En ce qui concerne nos visites nous avons tout d’abord commencé par le centre de ressources audiovisuelles Bophana, tout proche de notre hôtel, où il est possible de visionner plusieurs films à ce sujet. Nous en choisissons un, intitulé « Bophana une tragédie Cambodgienne » et portant malheureusement bien son titre… L’histoire vraie, tirée de confessions écrites, d’une femme et de son mari, déportés puis exécutés au camp S21.

 

Ensuite, nous sommes allés dans cette prison tristement célèbre, désormais transformée en musée. On a pu découvrir ces murs et ces minuscules cellules ayant accueillis des tas d’innocents, ces grandes salles vides dans lesquelles une quarantaine de détenus étaient entassés, où parfois dans lesquelles seul un lit de torture se trouvait… La grande majorité des balcons étaient fermés par des barbelés, afin d’éviter les suicides. Dans un autre bâtiment, des milliers de portraits de détenus photographiés à leur arrivée pour tenir un registre des arrivées et des « départs ». Certains étaient légendés de l’histoire de leur déportation faite par leurs proches. Poignant !




On a aussi pu admirer les peintures marquantes, presque choquantes (bien que moins réaliste qu’une photo) de Nath, l’un des sept survivants. On y découvre les différents moyens de tortures, fouet, noyade, arrachage des ongles, etc… Et aussi un autoportrait, dans sa petite cellule. Marquant !

Dans une autre salle encore, on voit comment d’ancien Khmers Rouges ont réussi à réintégrer une vie normale après cette tragique période. Certains sont devenus piroguiers ou agriculteurs, d’autres sont restées mères de famille. Sans doute une expo dans l’espoir d’une réconciliation du peuple cambodgien.


Puis nous avons parcouru la route que de trop nombreux prisonniers n’ont emprunté que dans un seul sens, celle qui mène jusqu’au camp d’extermination de Choeung Ek, appelé aussi Killing Fields.


Ici, les condamnés étaient exécutés de façon barbare, à coup de crosse ou de barre de fer, avant d’être entassés dans des fosses communes.
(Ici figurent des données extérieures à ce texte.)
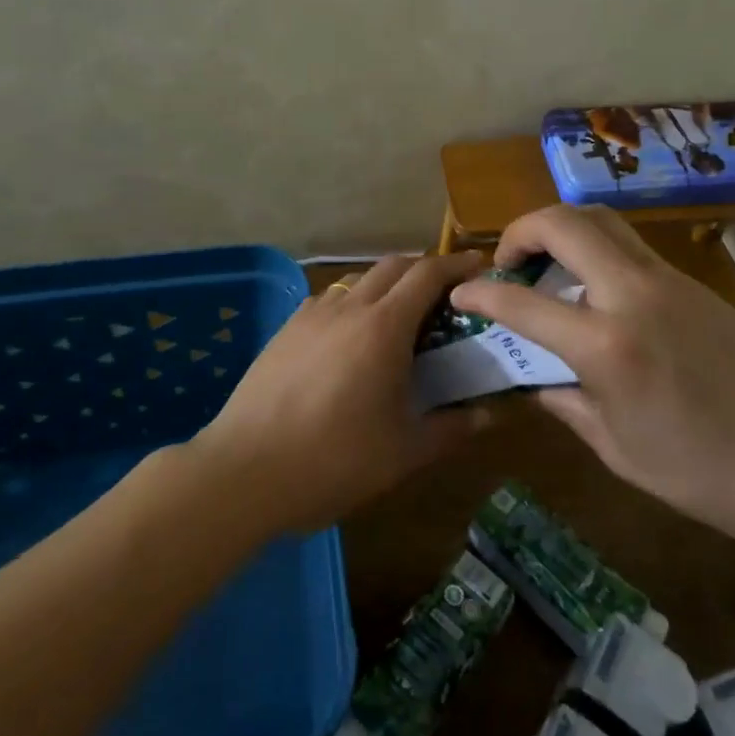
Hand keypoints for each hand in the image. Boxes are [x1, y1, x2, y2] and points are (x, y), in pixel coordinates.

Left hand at [193, 253, 497, 532]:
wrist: (245, 470)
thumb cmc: (334, 460)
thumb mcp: (404, 452)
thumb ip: (451, 428)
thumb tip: (489, 415)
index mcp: (383, 327)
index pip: (427, 275)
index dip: (456, 265)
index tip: (477, 266)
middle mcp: (348, 308)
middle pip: (392, 267)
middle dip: (423, 270)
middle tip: (445, 294)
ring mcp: (310, 316)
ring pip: (358, 281)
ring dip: (386, 286)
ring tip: (399, 318)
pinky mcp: (285, 330)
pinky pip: (328, 301)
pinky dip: (353, 303)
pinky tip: (350, 337)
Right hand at [448, 206, 734, 550]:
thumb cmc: (704, 473)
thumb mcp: (617, 449)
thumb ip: (568, 402)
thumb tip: (539, 378)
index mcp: (608, 344)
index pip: (524, 303)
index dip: (482, 294)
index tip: (461, 293)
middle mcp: (635, 295)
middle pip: (566, 222)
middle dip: (522, 230)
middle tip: (508, 264)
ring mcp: (671, 282)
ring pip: (603, 222)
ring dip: (562, 232)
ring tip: (548, 271)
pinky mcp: (695, 286)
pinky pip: (631, 248)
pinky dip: (596, 252)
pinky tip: (596, 297)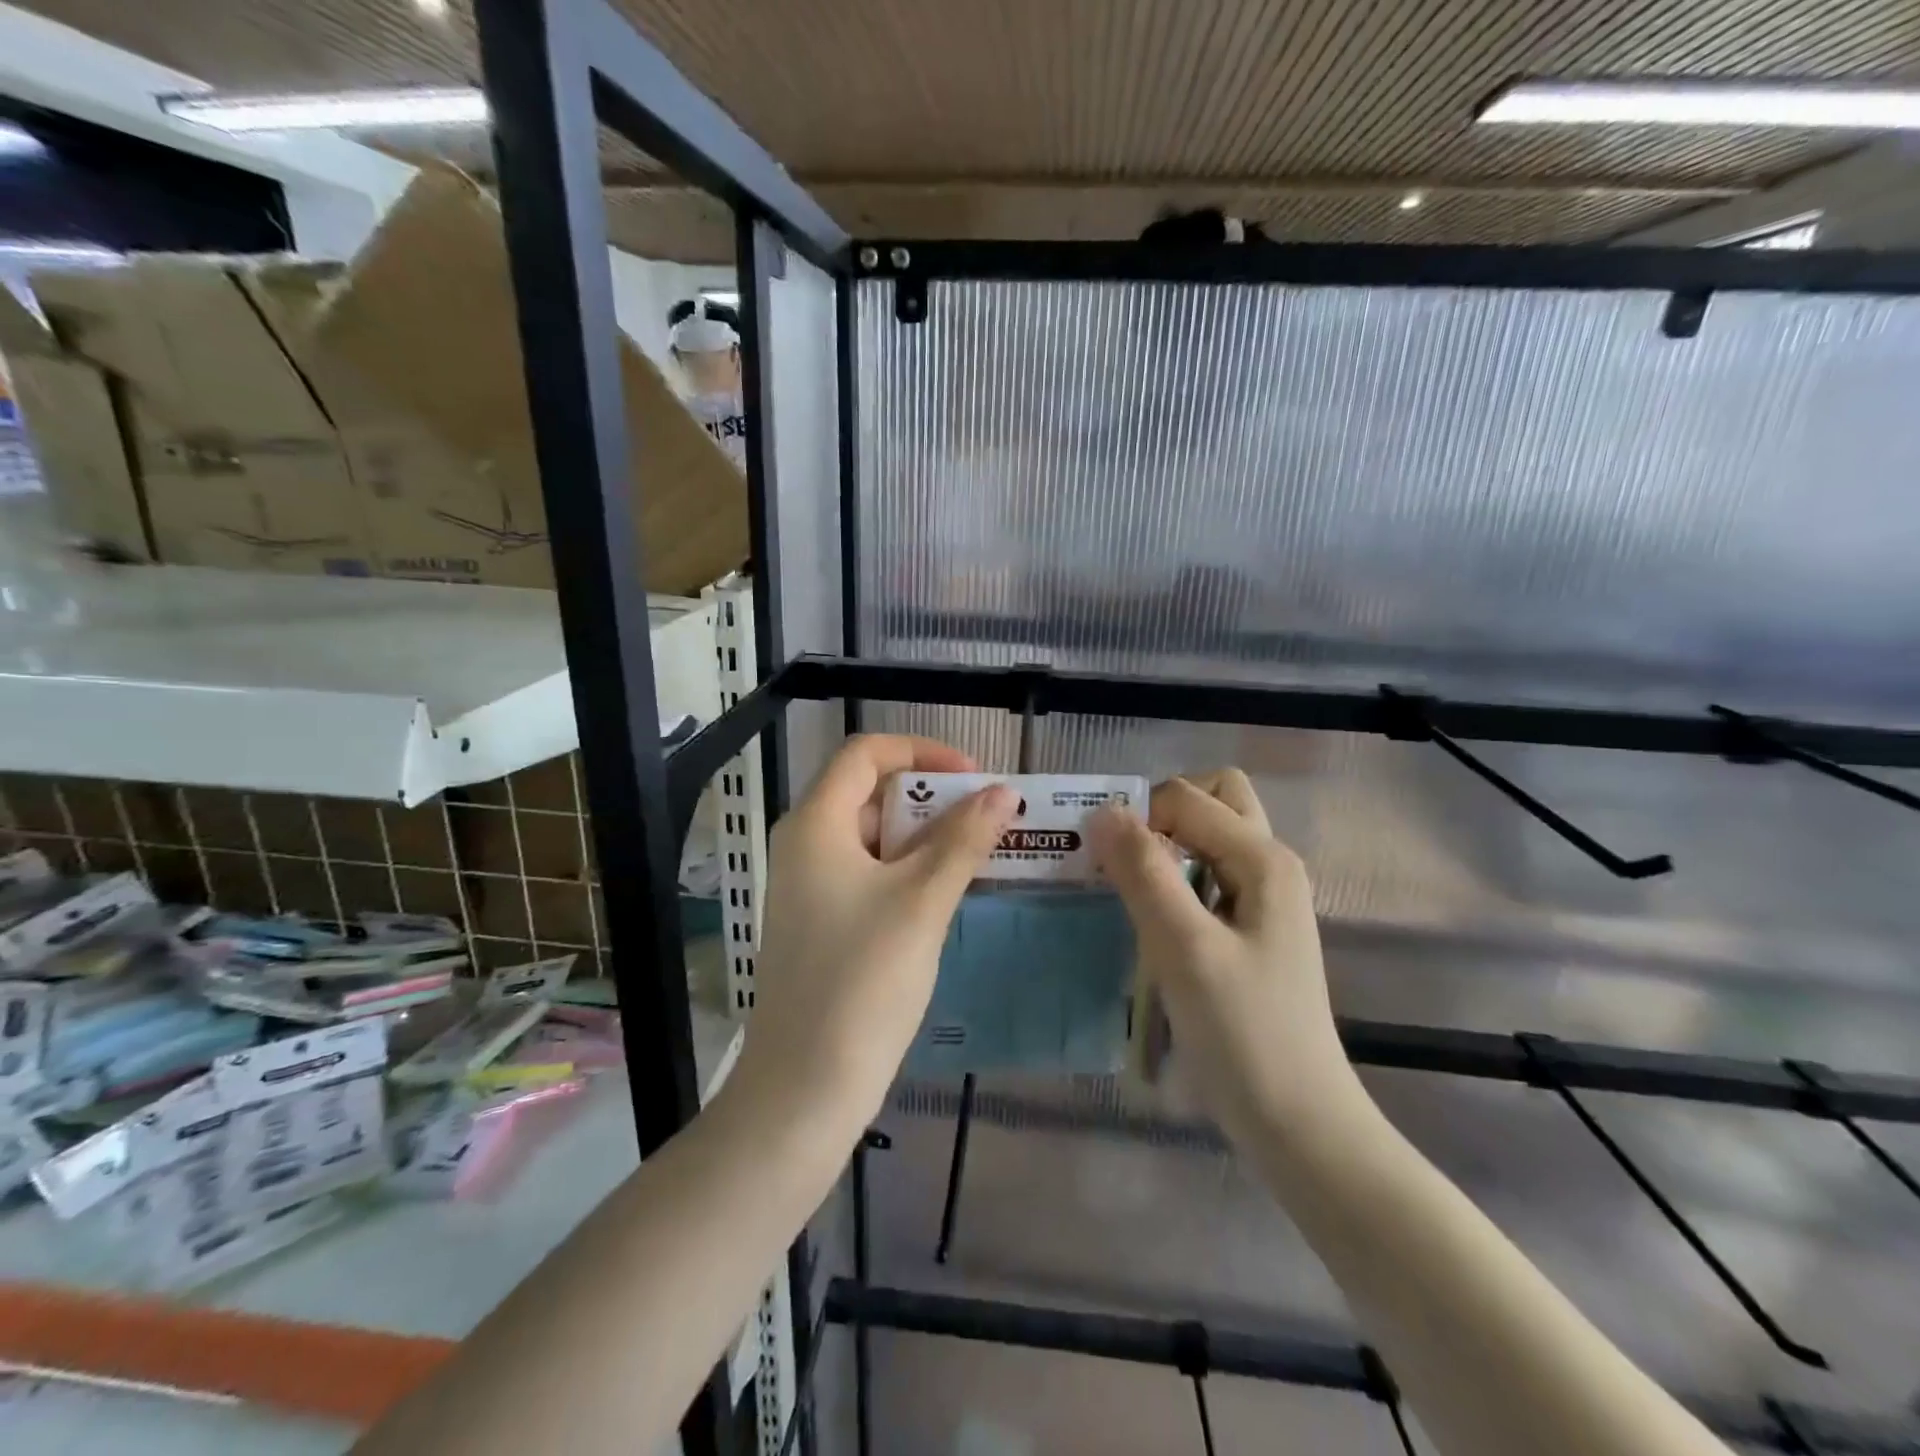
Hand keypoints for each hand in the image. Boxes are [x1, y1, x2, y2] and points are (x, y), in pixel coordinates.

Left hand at [735, 735, 1017, 1125]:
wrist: (805, 1087)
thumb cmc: (862, 980)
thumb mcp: (922, 901)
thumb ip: (964, 840)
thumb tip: (1004, 793)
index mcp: (816, 824)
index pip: (866, 754)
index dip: (922, 751)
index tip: (974, 775)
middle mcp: (805, 845)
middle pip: (871, 792)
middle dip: (932, 796)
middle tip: (987, 815)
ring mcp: (810, 887)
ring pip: (875, 837)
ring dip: (927, 836)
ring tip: (981, 850)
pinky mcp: (823, 922)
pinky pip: (870, 874)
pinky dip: (910, 870)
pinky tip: (950, 890)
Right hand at [1088, 770, 1358, 1137]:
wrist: (1298, 1122)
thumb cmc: (1243, 1033)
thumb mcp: (1185, 948)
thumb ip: (1144, 873)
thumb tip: (1103, 810)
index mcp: (1263, 858)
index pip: (1185, 798)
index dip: (1137, 817)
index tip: (1099, 863)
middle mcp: (1269, 865)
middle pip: (1211, 799)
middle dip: (1160, 813)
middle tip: (1123, 858)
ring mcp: (1263, 899)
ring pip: (1209, 838)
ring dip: (1165, 846)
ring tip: (1127, 886)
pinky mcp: (1250, 930)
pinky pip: (1207, 876)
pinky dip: (1173, 878)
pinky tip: (1150, 920)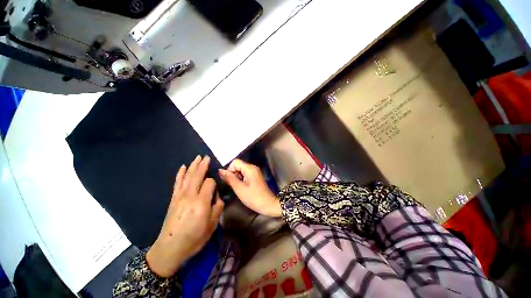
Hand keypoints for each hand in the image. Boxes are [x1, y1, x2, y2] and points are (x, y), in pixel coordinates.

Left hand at [146, 155, 223, 277]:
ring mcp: (180, 196)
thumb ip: (218, 207)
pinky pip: (177, 183)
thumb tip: (217, 197)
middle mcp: (190, 195)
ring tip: (197, 157)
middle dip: (203, 165)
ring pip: (187, 176)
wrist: (170, 248)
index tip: (216, 189)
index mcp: (201, 202)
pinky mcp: (173, 199)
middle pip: (197, 175)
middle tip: (206, 156)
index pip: (210, 183)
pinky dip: (180, 174)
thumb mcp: (212, 225)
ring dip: (193, 166)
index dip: (214, 183)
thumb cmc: (194, 238)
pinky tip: (182, 167)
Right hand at [219, 159, 281, 217]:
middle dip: (233, 174)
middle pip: (238, 165)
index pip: (235, 162)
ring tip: (238, 188)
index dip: (229, 170)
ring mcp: (255, 172)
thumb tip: (220, 170)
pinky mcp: (255, 177)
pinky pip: (245, 174)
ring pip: (241, 170)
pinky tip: (242, 188)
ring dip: (237, 178)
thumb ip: (229, 178)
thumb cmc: (253, 197)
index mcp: (249, 168)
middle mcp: (252, 167)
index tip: (229, 181)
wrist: (268, 204)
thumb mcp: (239, 188)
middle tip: (234, 186)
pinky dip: (241, 179)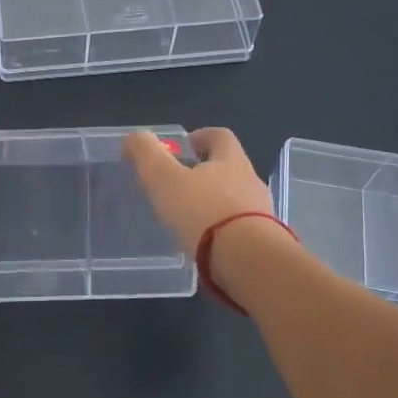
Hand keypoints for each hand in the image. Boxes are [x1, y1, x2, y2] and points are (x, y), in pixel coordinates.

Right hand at [123, 127, 276, 254]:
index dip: (201, 136)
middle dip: (206, 173)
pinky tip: (205, 244)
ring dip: (215, 203)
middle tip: (179, 185)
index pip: (219, 136)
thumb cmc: (203, 212)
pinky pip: (240, 228)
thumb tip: (134, 137)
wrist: (248, 261)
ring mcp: (261, 213)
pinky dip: (223, 230)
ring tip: (189, 219)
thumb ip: (146, 153)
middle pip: (229, 168)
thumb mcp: (163, 178)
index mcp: (231, 160)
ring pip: (235, 199)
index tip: (184, 147)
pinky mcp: (263, 242)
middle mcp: (251, 181)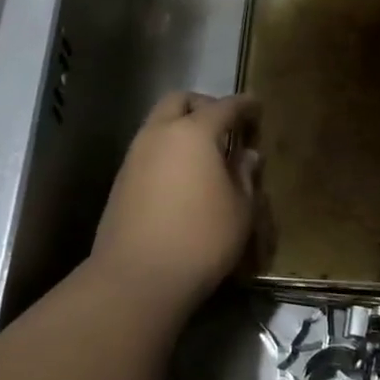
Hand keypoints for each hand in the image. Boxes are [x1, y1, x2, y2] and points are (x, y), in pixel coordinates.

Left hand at [90, 91, 260, 313]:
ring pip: (159, 123)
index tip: (257, 107)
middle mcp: (160, 134)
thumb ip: (245, 175)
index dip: (244, 105)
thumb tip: (246, 155)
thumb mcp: (240, 209)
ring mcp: (135, 156)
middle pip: (180, 101)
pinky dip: (168, 150)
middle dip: (205, 105)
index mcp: (194, 133)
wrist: (137, 278)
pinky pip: (149, 149)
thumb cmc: (201, 239)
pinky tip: (183, 177)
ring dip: (182, 127)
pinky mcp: (121, 180)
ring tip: (205, 154)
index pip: (225, 107)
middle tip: (226, 125)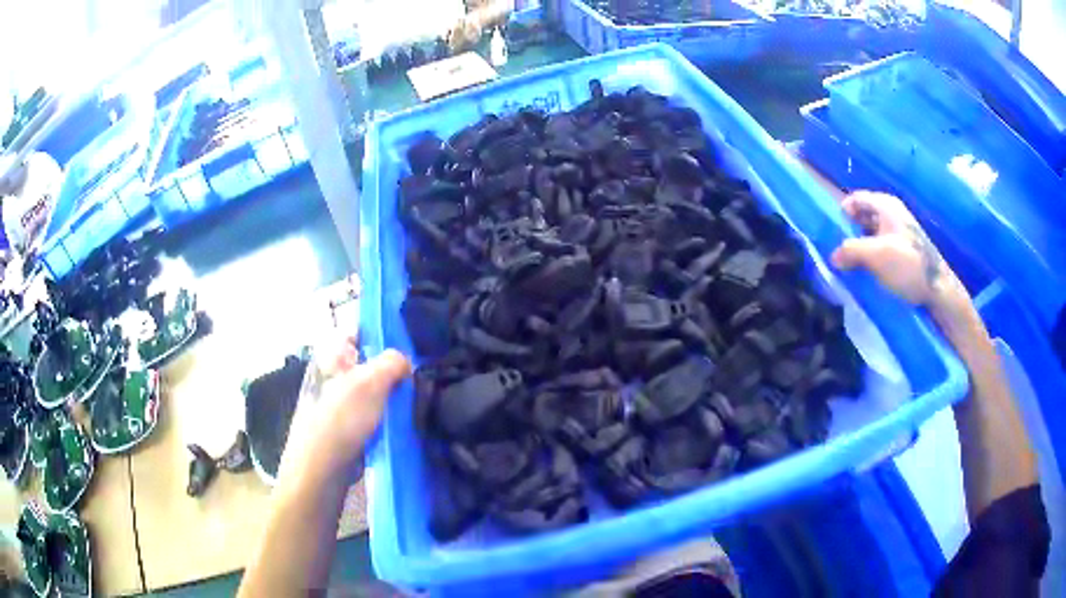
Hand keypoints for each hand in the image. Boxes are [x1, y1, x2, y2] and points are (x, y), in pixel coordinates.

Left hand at [277, 337, 410, 488]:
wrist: (323, 468)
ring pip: (375, 388)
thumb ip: (392, 362)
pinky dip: (389, 413)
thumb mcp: (370, 381)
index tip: (410, 339)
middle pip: (371, 360)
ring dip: (394, 393)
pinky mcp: (349, 424)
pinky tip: (407, 418)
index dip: (384, 330)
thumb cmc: (342, 418)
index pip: (360, 329)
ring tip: (418, 395)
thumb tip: (405, 363)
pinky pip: (375, 411)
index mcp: (332, 354)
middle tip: (420, 372)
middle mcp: (335, 373)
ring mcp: (341, 400)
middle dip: (394, 366)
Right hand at [831, 191, 957, 307]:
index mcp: (885, 205)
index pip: (855, 199)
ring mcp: (900, 231)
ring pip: (871, 233)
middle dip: (850, 231)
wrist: (938, 289)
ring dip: (860, 246)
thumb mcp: (875, 256)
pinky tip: (868, 271)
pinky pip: (881, 246)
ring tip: (851, 265)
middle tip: (839, 252)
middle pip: (863, 215)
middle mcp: (892, 213)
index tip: (832, 233)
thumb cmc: (907, 266)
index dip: (842, 213)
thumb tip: (833, 256)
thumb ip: (850, 251)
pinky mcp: (904, 249)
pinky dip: (872, 255)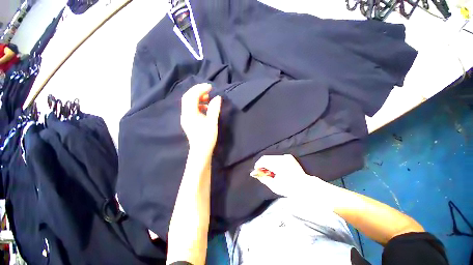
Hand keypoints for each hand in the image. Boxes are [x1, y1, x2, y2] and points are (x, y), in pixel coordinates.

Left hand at [181, 83, 221, 155]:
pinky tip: (205, 107)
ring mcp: (185, 117)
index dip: (200, 89)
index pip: (191, 96)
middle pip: (188, 97)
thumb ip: (214, 109)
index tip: (210, 87)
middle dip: (198, 91)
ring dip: (197, 97)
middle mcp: (185, 114)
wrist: (201, 151)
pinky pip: (191, 108)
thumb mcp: (212, 122)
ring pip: (189, 102)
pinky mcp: (188, 120)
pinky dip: (198, 104)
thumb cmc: (207, 137)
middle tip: (209, 89)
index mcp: (190, 113)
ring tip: (208, 98)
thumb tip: (217, 97)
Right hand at [251, 154, 328, 197]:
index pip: (264, 160)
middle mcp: (282, 158)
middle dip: (262, 164)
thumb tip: (255, 174)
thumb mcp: (274, 186)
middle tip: (261, 171)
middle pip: (267, 157)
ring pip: (272, 157)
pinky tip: (275, 169)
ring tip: (268, 171)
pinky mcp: (289, 157)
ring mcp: (287, 157)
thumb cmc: (289, 188)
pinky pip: (278, 158)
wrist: (305, 187)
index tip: (256, 170)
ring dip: (268, 163)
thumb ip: (263, 178)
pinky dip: (274, 162)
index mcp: (279, 164)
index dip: (258, 165)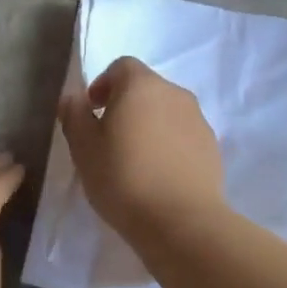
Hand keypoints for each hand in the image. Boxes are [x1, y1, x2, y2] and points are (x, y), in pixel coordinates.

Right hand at [57, 57, 224, 239]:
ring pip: (167, 111)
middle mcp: (175, 93)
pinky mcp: (212, 146)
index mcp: (142, 85)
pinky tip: (159, 174)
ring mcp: (198, 119)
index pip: (121, 66)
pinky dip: (169, 144)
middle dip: (126, 105)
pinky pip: (183, 134)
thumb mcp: (83, 148)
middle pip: (146, 88)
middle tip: (109, 138)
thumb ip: (74, 115)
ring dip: (150, 125)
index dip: (103, 84)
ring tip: (136, 159)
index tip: (92, 112)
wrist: (182, 221)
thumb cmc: (123, 178)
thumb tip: (74, 98)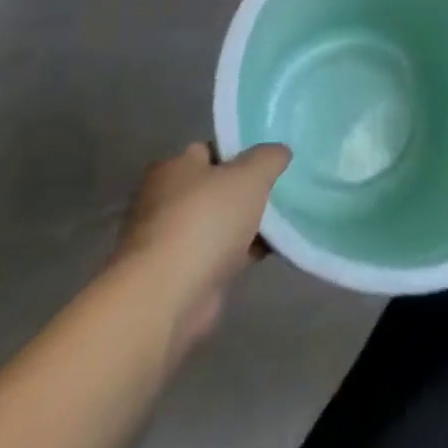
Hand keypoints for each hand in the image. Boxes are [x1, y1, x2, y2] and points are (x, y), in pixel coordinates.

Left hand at [114, 142, 289, 351]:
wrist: (167, 297)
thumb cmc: (205, 221)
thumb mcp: (251, 174)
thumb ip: (269, 157)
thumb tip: (278, 153)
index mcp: (173, 169)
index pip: (211, 150)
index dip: (242, 152)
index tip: (270, 162)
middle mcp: (163, 201)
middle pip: (215, 188)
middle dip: (246, 191)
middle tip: (281, 190)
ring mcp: (169, 241)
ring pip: (219, 223)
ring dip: (246, 224)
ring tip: (284, 221)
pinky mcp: (179, 275)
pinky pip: (219, 254)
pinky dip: (241, 253)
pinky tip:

Des chants communistes étaient diffusés suffisamment fort pour couvrir les cris des exécutés et ne pas effrayer les nouveaux arrivants. Les ossements de près de 9000 personnes ont été mis au jour, ne représentant que la moitié des corps enfouis. La pluie fait encore parfois remonter vêtements et ossements. Un grand mémorial a été érigé pour accueillir les crânes sortis de terre… et est rapidement devenu plein.


Voilà, c’est peut-être un peu violent pour découvrir une partie de l’histoire d’un pays, mais c’est certainement aussi la meilleure façon de se rendre compte de ce que le pays a enduré, et que cela ne soit jamais oublié.

Après une semaine passée (encore) bien trop rapidement, demain, nous quittons ce fabuleux pays qu’est le Cambodge pour le Vietnam.